Les Anglais le citent quotidiennement, et beaucoup de ses vers sont passés dans la langue des autres peuples, tant sont nombreux les sujets dont il a traité en des formules aussi heureuses que frappantes.

En plus d’« être ou ne pas être, voilà la question », Hamlet nous a valu : « il y a quelque chose de pourri dans le royaume de Danemark », « on peut sourire et sourire, et pourtant être un scélérat », « la brièveté est l’âme de l’esprit », « plus de faits et moins d’art » ; nous sommes redevables à Othello de « combien pauvres sont ceux qui n’ont point de patience », « le livre sanglant de la loi », « pleurer un malheur passé, c’est le plus sûr moyen d’attirer un malheur nouveau ». De Jules César nous viennent : « prends garde aux Ides de mars » ; « toi aussi, Brutus ? ». Dans Le Marchand de Venise, nous relevons : « quelles nouvelles au Rialto » ; « le diable peut citer les écritures pour ses besoins ; la clémence ne se commande pas ; l’homme qui n’a pas de musique en lui… » Macbeth nous a donné : « je veux double assurance et lier le destin » ; « le lait de la tendresse humaine », et combien d’autres.

Les traductions françaises

En France, c’est à Voltaire que revient le mérite d’avoir fait connaître Shakespeare, en tentant de transporter sur le théâtre français quelques scènes d’un poète, dont il ne semble pas avoir compris lui-même la vraie beauté. Les adaptations de Ducis ne furent guère plus heureuses. Alfred de Vigny donna un Othello qui n’est pas trop au-dessous du modèle. Dès lors les tentatives se multiplièrent. Les principales traductions des oeuvres complètes de Shakespeare sont celles de Letourneur, de François-Victor Hugo, d’Emile Montégut et, plus récemment, celle de Pierre Messiaen.
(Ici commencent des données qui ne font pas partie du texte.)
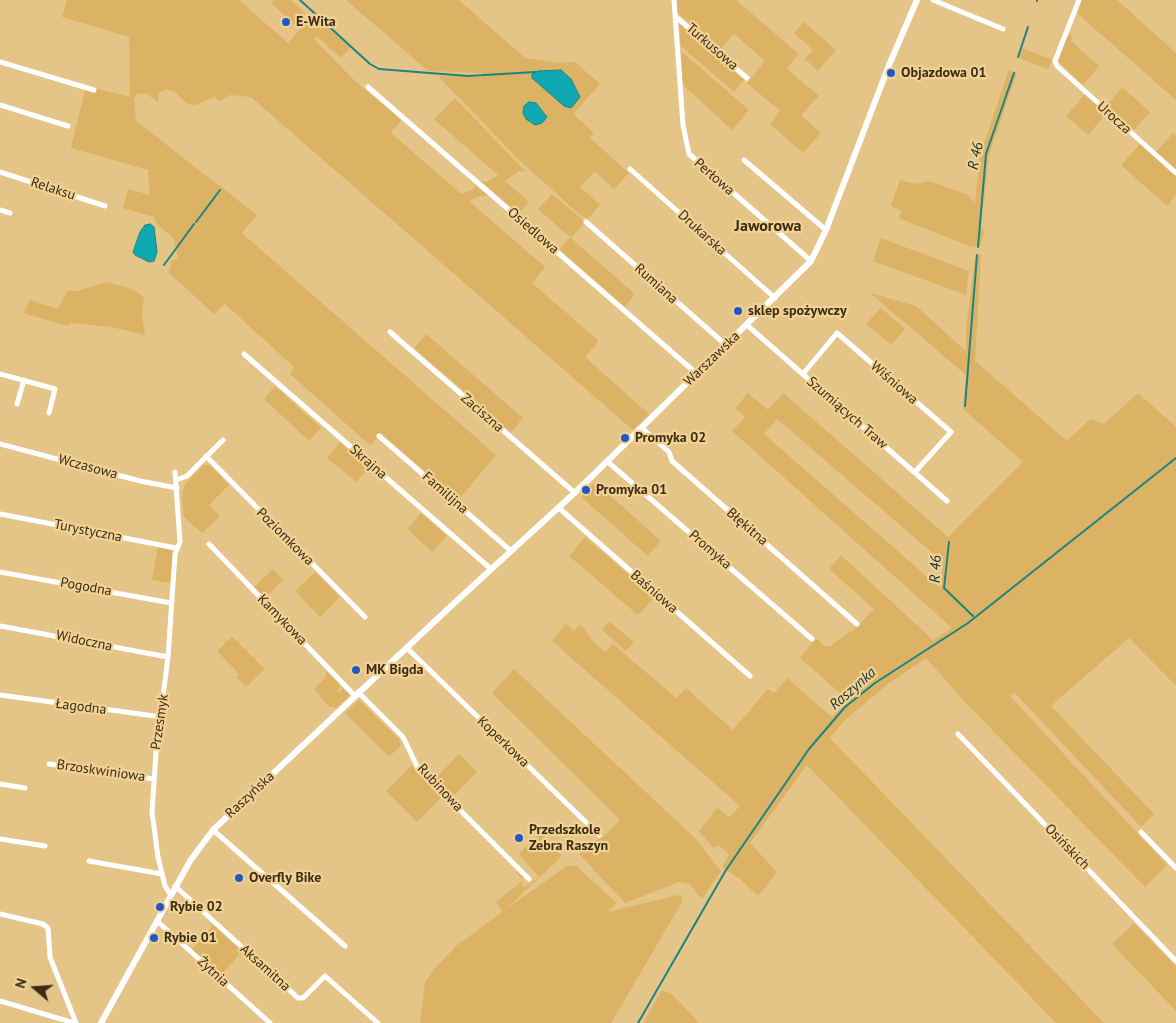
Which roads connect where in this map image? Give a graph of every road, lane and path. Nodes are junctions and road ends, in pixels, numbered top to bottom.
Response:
1 (674, 0) edge
2 (917, 0) edge
3 (933, 0) edge
4 (1079, 0) edge
5 (676, 16) junction
6 (1003, 29) dead end
7 (0, 62) edge
8 (748, 78) dead end
9 (368, 87) dead end
10 (94, 90) dead end
11 (0, 105) edge
12 (68, 126) dead end
13 (744, 160) dead end
14 (630, 169) dead end
15 (0, 172) edge
16 (1176, 173) edge
17 (106, 206) dead end
18 (0, 210) edge
19 (10, 213) dead end
20 (586, 222) dead end
21 (826, 230) junction
22 (811, 261) junction
23 (775, 298) junction
24 (747, 325) junction
25 (390, 332) dead end
26 (726, 346) junction
27 (244, 354) dead end
28 (0, 374) edge
29 (697, 374) junction
30 (803, 374) junction
31 (24, 380) junction
32 (17, 404) dead end
33 (49, 412) dead end
34 (642, 428) junction
35 (379, 436) dead end
36 (223, 440) dead end
37 (0, 444) edge
38 (206, 456) junction
39 (608, 462) junction
40 (175, 472) dead end
41 (916, 472) junction
42 (176, 480) junction
43 (177, 488) junction
44 (575, 493) junction
45 (947, 501) dead end
46 (559, 508) junction
47 (0, 514) edge
48 (209, 544) dead end
49 (176, 548) junction
50 (510, 551) junction
51 (491, 570) junction
52 (0, 572) edge
53 (172, 603) junction
54 (450, 607) joint
55 (365, 617) dead end
56 (857, 624) dead end
57 (0, 626) edge
58 (812, 639) dead end
59 (407, 648) junction
60 (168, 657) junction
61 (750, 676) dead end
62 (357, 694) junction
63 (0, 695) edge
64 (162, 717) junction
65 (958, 734) dead end
66 (49, 764) dead end
67 (154, 778) junction
68 (0, 784) edge
69 (25, 788) dead end
70 (213, 830) junction
71 (1141, 832) dead end
72 (599, 836) dead end
73 (0, 839) edge
74 (45, 846) dead end
75 (89, 861) dead end
76 (1176, 868) edge
77 (162, 874) junction
78 (529, 879) dead end
79 (175, 886) junction
80 (171, 895) junction
81 (0, 914) edge
82 (157, 921) junction
83 (345, 946) dead end
84 (1176, 961) edge
85 (0, 1001) edge
86 (75, 1023) edge
87 (101, 1023) edge
88 (270, 1023) edge
89 (378, 1023) edge

1 - 5 street, Perłowa
2 - 21 street, Warszawska
3 - 6 street
4 - 16 street, Urocza
5 - 8 street, Turkusowa
5 - 22 street, Perłowa
7 - 10 street
9 - 29 street, Osiedlowa
11 - 12 street
13 - 21 street
14 - 23 street, Drukarska
15 - 17 street, Relaksu
18 - 19 street
20 - 26 street, Rumiana
21 - 22 street, Warszawska
22 - 23 street, Warszawska
23 - 24 street, Warszawska
24 - 26 street, Warszawska
24 - 30 street, Szumiących Traw
25 - 44 street, Zaciszna
26 - 29 street, Warszawska
27 - 51 street, Skrajna
28 - 31 street
29 - 34 street, Warszawska
30 - 41 street, Szumiących Traw
30 - 41 street, Wiśniowa
31 - 32 street
31 - 33 street
34 - 39 street, Warszawska
34 - 56 street, Błękitna
35 - 50 street, Familijna
36 - 38 street
37 - 43 street, Wczasowa
38 - 42 street
38 - 55 street, Poziomkowa
39 - 44 street, Warszawska
39 - 58 street, Promyka
40 - 42 street, Przesmyk
41 - 45 street, Szumiących Traw
42 - 43 street, Przesmyk
43 - 49 street, Przesmyk
44 - 46 street, Warszawska
46 - 50 street, Warszawska
46 - 61 street, Baśniowa
47 - 49 street, Turystyczna
48 - 62 street, Kamykowa
49 - 53 street, Przesmyk
50 - 51 street, Warszawska
51 - 54 street, Warszawska
52 - 53 street, Pogodna
53 - 60 street, Przesmyk
54 - 59 street, Raszyńska
57 - 60 street, Widoczna
59 - 62 street, Raszyńska
59 - 72 street, Koperkowa
60 - 64 street, Przesmyk
62 - 70 street, Raszyńska
62 - 78 street, Rubinowa
63 - 64 street, Łagodna
64 - 67 street, Przesmyk
65 - 84 street, Osińskich
66 - 67 street, Brzoskwiniowa
67 - 77 street, Przesmyk
68 - 69 street
70 - 79 street, Raszyńska
70 - 83 street
71 - 76 street
73 - 74 street
75 - 77 street
77 - 80 street, Przesmyk
79 - 80 street, Raszyńska
79 - 89 street, Aksamitna
80 - 82 street, Raszyńska
81 - 86 street
82 - 87 street, Raszyńska
82 - 88 street, Żytnia
85 - 86 street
Un homme de tous les temps

Les pièces de Shakespeare ne s’adressent pas seulement à son époque et à la nôtre, à son pays ou aux peuples de langue anglaise, mais à tous les siècles et à toute l’humanité. Même s’ils appartiennent historiquement à la période élisabéthaine, ses personnages débordent largement les limites de l’histoire et du temps.

Le théâtre shakespearien perdurera parce qu’il exprime des états d’âme éternels. Il présente à nos yeux, aujourd’hui comme toujours, une certaine conception de la dignité humaine, de l’importance des passions humaines et du mystère de la vie humaine.
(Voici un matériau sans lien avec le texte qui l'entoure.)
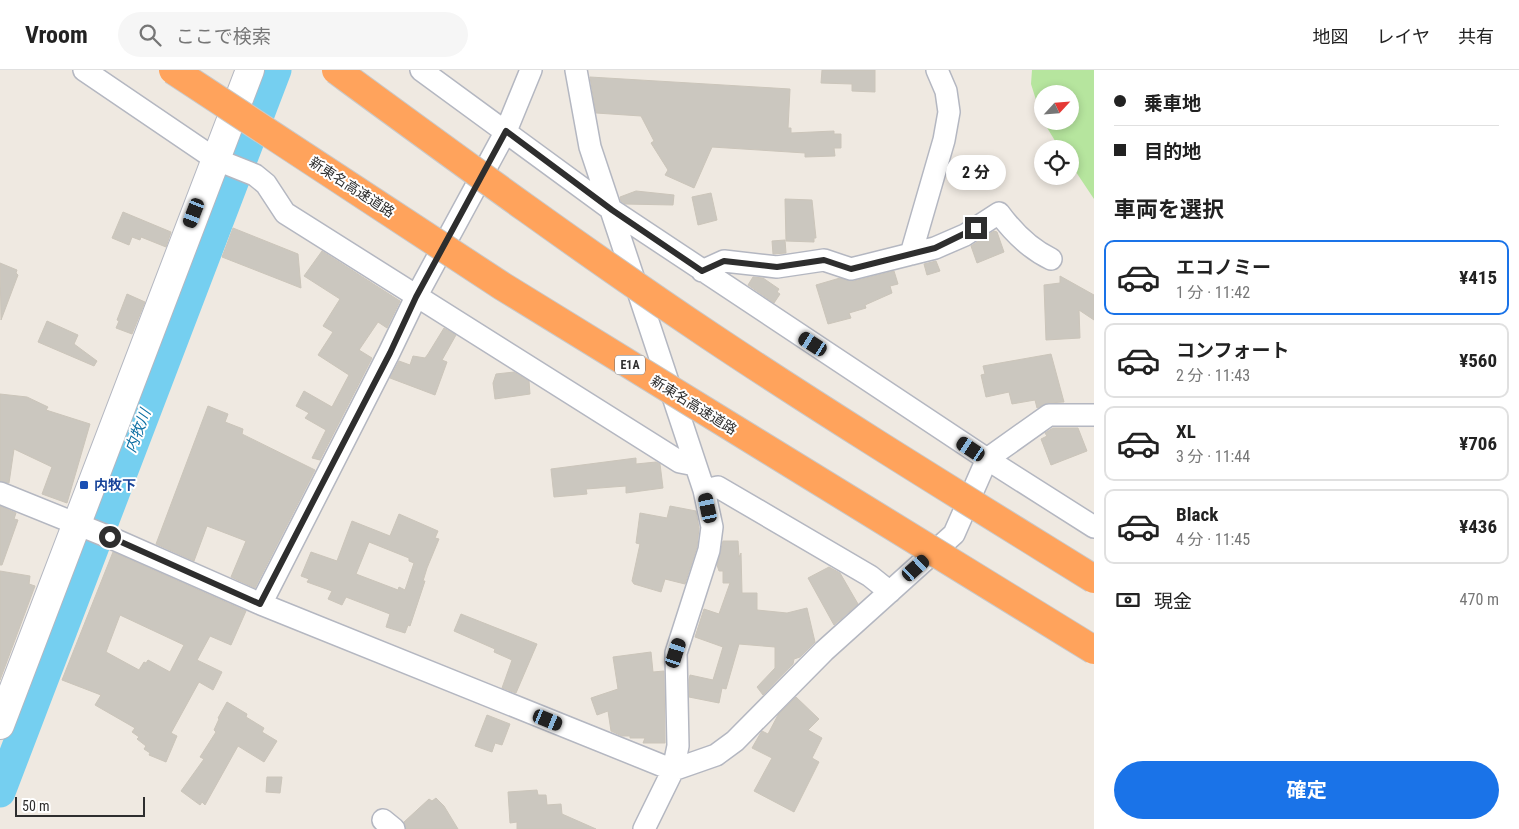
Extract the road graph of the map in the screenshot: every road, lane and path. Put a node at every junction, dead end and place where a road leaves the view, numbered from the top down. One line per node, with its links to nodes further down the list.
1 (84, 70): 10 (street)
2 (173, 70): 26 (highway, 新東名高速道路 / E1A, bridge)
3 (250, 70): 10 (street)
4 (336, 70): 23 (highway, bridge)
5 (421, 70): 9 (street)
6 (531, 70): 9 (street)
7 (576, 70): 11 (street)
8 (937, 70): 12 (street)
9 (506, 131): 11 (street); 15 (street)
10 (219, 161): 15 (street); 21 (street)
11 (612, 210): 14 (street); 18 (street)
12 (911, 254): 13 (street); 14 (street)
13 (1051, 259)
14 (702, 271): 17 (street)
15 (416, 297): 18 (street); 25 (street)
16 (1094, 415): 17 (street)
17 (987, 459): 22 (street); 24 (street)
18 (695, 465): 19 (street)
19 (704, 490): 24 (street); 28 (street)
20 (0, 493): 21 (street)
21 (81, 525): 25 (street); 27 (street)
22 (1094, 527)
23 (1094, 579)
24 (890, 592): 28 (street)
25 (260, 604): 28 (street)
26 (1094, 650)
27 (0, 725)
28 (673, 770): 29 (street)
29 (644, 829)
Dans son immortelle galerie de portraits, Shakespeare nous donne des enseignements, dont nous pouvons faire notre profit même au vingtième siècle. Le Roi Lear est certes la tragédie de l’ingratitude filiale, mais il montre aussi que si l’on se dépouille de ses armes, des personnes peu scrupuleuses auront tôt fait de s’en saisir. Dans Hamlet, trois hommes de tempéraments différents se voient chargés de venger la mort d’un père. Hamlet, celui qui pense, mais n’agit pas, tergiverse ; Laertes, celui qui agit sans réfléchir, va trop vite ; tous deux périssent par la même épée empoisonnée ; et le royaume reste à Fortinbras, l’homme calme et équilibré, qui sait à la fois penser et agir, et le faire en temps voulu.
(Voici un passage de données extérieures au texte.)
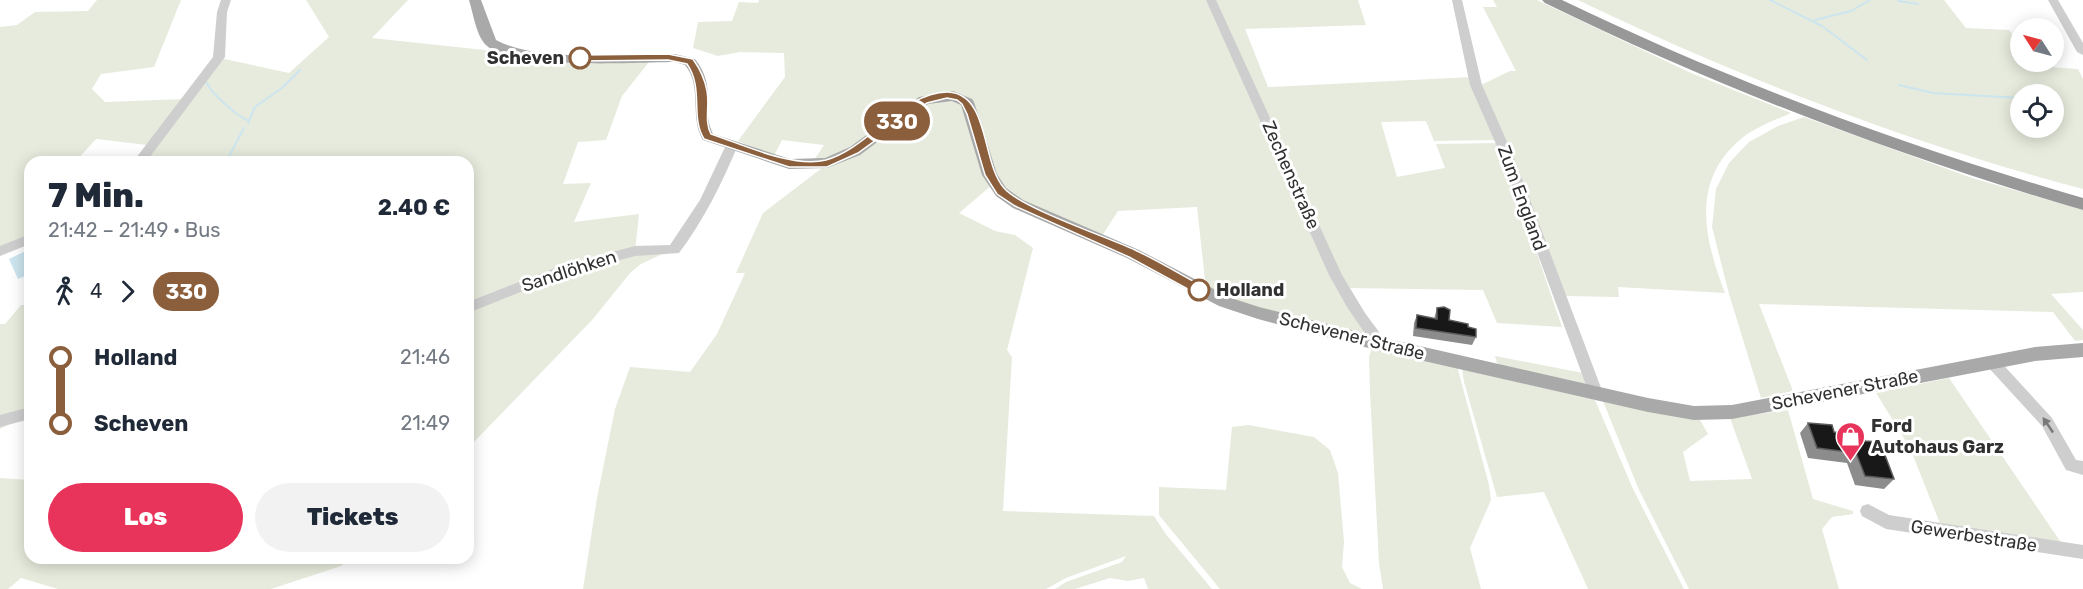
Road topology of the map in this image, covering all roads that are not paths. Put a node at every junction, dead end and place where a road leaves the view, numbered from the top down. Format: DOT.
graph roads {
  1 [pos="226,0"];
  2 [pos="475,0"];
  3 [pos="1211,0"];
  4 [pos="1456,0"];
  5 [pos="1550,0"];
  6 [pos="1564,0"];
  7 [pos="2053,0"];
  8 [pos="2083,52"];
  9 [pos="732,145"];
  10 [pos="144,156"];
  11 [pos="2083,196"];
  12 [pos="2083,204"];
  13 [pos="24,241"];
  14 [pos="0,251"];
  15 [pos="474,306"];
  16 [pos="1380,344"];
  17 [pos="2083,350"];
  18 [pos="1992,362"];
  19 [pos="1596,393"];
  20 [pos="24,415"];
  21 [pos="0,421"];
  22 [pos="2083,468"];
  23 [pos="1868,511"];
  24 [pos="2083,552"];
  1 -- 10 [label="street"];
  2 -- 9 [label="main road, Schevener Straße"];
  3 -- 16 [label="street, Zechenstraße"];
  4 -- 19 [label="street, Zum England"];
  5 -- 12 [label="highway"];
  6 -- 11 [label="highway"];
  7 -- 8 [label="street"];
  9 -- 15 [label="street, Sandlöhken"];
  9 -- 16 [label="main road, Schevener Straße"];
  13 -- 14 [label="street"];
  16 -- 19 [label="main road, Schevener Straße"];
  17 -- 18 [label="main road, Schevener Straße"];
  18 -- 19 [label="main road, Schevener Straße"];
  22 -- 18 [label="street, one-way"];
  20 -- 21 [label="street"];
  23 -- 24 [label="street, Gewerbestraße"];
}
Mais il y a aussi des leçons de tolérance. Cymbeline, Le Conte d’hiver et La Tempête sont des comédies de réconciliation, de pardon et de bonheur retrouvé.

Le 400e anniversaire

Cette année, toute l’Angleterre se fera élisabéthaine pour célébrer le 400e anniversaire de la naissance de Shakespeare.

Une centaine d’ambassadeurs étrangers hisseront leurs pavillons nationaux à Stratford-sur-Avon, le 23 avril, en l’honneur d’un poète et dramaturge dont les pièces se jouent dans presque toutes les langues. Le Canada déléguera sa Compagnie, de réputation internationale, du Festival de Stratford, qui présentera trois pièces au Chichester Festival Theatre.

Tout cela pour honorer un homme qui a trouvé la réponse à des questions dont les autres hommes ne connaissaient même pas encore l’existence, et aussi à des problèmes qui se posent encore quatre siècles après lui. Ce sont les grandes questions de la nature et des fins de l’homme, auxquelles il a donné des réponses qu’il est impérieux de connaître à l’une des heures les plus décisives de l’histoire du monde.